Somehow, a thread links all these things together: reading, talking with other poets, stumbling on new books, new lives, being open to ideas, being interested, having the time to do, and the time not to do (rare, I know, but important). I could go on, but you get the picture. Anyway, here’s the poem, and thank you to all those influences that, on a good day, with the wind blowing in the right direction, make poetry happen.

To Say We Existcropped front cover

after Stephen Dobyns

How profound to be a miner,
ascending in a steel cage,
that end of shift fatigue momentarily lifted
only to be shouldered again the following day.

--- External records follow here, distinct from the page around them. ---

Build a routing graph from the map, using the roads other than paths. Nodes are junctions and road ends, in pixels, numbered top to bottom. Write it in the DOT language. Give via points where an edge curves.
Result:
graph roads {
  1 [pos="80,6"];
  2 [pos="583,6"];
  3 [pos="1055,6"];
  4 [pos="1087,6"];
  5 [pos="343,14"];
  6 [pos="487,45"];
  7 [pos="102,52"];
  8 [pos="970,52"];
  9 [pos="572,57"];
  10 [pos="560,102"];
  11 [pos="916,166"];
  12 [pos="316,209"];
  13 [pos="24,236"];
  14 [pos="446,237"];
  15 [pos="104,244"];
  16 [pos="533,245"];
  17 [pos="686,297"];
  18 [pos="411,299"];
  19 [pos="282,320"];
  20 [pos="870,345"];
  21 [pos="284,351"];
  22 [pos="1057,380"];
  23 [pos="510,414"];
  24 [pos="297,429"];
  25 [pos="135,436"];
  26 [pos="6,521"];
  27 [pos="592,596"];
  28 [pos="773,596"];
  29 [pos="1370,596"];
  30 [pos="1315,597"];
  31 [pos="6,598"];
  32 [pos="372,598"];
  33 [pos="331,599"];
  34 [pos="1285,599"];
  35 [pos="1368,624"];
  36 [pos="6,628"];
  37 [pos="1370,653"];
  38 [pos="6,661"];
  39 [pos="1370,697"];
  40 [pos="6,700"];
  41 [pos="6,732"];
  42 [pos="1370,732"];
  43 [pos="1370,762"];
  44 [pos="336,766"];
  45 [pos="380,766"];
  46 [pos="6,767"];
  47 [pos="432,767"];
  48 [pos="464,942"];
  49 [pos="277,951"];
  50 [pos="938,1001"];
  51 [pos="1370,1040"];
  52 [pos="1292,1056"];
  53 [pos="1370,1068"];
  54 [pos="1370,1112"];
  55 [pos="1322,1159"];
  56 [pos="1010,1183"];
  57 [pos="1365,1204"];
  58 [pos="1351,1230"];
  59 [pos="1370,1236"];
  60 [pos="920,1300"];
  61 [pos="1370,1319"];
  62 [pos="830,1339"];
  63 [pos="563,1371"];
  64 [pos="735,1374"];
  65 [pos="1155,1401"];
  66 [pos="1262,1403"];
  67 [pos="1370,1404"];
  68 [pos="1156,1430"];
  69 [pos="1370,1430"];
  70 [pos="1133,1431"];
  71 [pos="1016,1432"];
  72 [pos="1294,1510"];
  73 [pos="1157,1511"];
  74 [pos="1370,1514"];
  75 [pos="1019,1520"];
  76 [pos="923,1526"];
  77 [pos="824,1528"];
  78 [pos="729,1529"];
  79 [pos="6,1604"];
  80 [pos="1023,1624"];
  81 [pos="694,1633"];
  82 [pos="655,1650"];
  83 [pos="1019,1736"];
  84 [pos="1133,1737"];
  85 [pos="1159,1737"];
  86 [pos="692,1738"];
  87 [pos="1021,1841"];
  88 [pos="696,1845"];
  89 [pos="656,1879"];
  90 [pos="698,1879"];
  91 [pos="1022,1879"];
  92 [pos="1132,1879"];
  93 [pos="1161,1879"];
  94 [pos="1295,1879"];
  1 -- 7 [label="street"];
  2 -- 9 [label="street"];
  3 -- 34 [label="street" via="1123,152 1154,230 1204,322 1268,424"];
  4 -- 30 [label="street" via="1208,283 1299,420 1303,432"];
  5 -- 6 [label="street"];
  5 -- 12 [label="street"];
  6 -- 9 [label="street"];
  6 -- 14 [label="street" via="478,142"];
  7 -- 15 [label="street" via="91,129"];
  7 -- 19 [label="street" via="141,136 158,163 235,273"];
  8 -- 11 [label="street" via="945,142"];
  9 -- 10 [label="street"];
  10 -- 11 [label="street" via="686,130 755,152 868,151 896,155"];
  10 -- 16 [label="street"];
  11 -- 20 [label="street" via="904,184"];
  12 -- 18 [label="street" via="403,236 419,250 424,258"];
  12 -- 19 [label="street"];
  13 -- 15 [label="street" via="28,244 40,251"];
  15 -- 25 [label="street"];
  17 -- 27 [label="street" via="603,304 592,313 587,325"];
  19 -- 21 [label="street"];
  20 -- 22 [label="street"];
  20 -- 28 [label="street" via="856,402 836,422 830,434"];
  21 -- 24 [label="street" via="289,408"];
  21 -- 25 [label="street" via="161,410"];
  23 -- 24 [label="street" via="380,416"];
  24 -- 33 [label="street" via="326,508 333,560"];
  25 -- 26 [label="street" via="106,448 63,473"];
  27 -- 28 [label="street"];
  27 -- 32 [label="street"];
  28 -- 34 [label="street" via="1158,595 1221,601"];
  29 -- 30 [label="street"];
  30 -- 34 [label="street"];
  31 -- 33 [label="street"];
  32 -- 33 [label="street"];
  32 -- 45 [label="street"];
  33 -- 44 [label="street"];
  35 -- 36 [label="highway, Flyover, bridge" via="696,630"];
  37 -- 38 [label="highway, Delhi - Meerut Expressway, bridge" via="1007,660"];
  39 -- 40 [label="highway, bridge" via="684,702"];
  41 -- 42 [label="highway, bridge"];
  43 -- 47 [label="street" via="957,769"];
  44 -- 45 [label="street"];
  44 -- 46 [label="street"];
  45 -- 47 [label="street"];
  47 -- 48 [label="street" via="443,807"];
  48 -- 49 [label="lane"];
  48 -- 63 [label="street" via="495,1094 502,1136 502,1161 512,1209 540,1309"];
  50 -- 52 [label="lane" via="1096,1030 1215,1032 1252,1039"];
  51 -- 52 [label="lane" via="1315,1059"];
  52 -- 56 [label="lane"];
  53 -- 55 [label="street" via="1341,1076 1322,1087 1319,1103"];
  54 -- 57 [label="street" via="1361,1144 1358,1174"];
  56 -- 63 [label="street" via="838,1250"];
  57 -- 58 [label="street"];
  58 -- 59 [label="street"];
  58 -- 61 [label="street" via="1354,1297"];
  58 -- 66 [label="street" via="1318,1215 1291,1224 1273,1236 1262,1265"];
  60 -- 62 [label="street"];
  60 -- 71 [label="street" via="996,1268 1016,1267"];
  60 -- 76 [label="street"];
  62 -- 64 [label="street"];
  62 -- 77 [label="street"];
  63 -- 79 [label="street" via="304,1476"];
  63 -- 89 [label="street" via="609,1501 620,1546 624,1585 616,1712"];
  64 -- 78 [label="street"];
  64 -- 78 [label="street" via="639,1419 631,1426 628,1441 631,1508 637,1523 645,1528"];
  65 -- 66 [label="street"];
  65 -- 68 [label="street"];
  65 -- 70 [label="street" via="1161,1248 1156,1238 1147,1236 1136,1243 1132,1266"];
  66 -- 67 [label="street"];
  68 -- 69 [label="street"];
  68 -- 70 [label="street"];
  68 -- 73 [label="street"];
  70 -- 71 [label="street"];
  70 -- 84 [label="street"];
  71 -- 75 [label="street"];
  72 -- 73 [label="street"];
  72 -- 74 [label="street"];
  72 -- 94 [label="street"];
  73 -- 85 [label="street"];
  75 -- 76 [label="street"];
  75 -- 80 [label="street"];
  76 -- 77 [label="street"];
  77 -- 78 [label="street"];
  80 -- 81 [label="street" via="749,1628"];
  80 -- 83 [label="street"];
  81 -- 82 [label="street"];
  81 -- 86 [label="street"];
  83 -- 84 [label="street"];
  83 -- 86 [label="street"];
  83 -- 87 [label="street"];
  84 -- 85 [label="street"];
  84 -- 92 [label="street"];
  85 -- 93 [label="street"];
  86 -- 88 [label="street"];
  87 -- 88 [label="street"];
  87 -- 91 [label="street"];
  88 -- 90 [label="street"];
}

Think also of the diver, swimming towards
the thinning colour that is surface;
how dangerous that epiphany
when nitrogen enters the bloodstream.

This feeling has been with me
since childhood, when I stayed in a strange bed
troubled by the ornaments of other people’s lives,
the shape of the dressing gown

hung behind the door, listening
to the constant passage of trains in the night,
coal trucks I lay awake and counted,
or counted because I lay awake.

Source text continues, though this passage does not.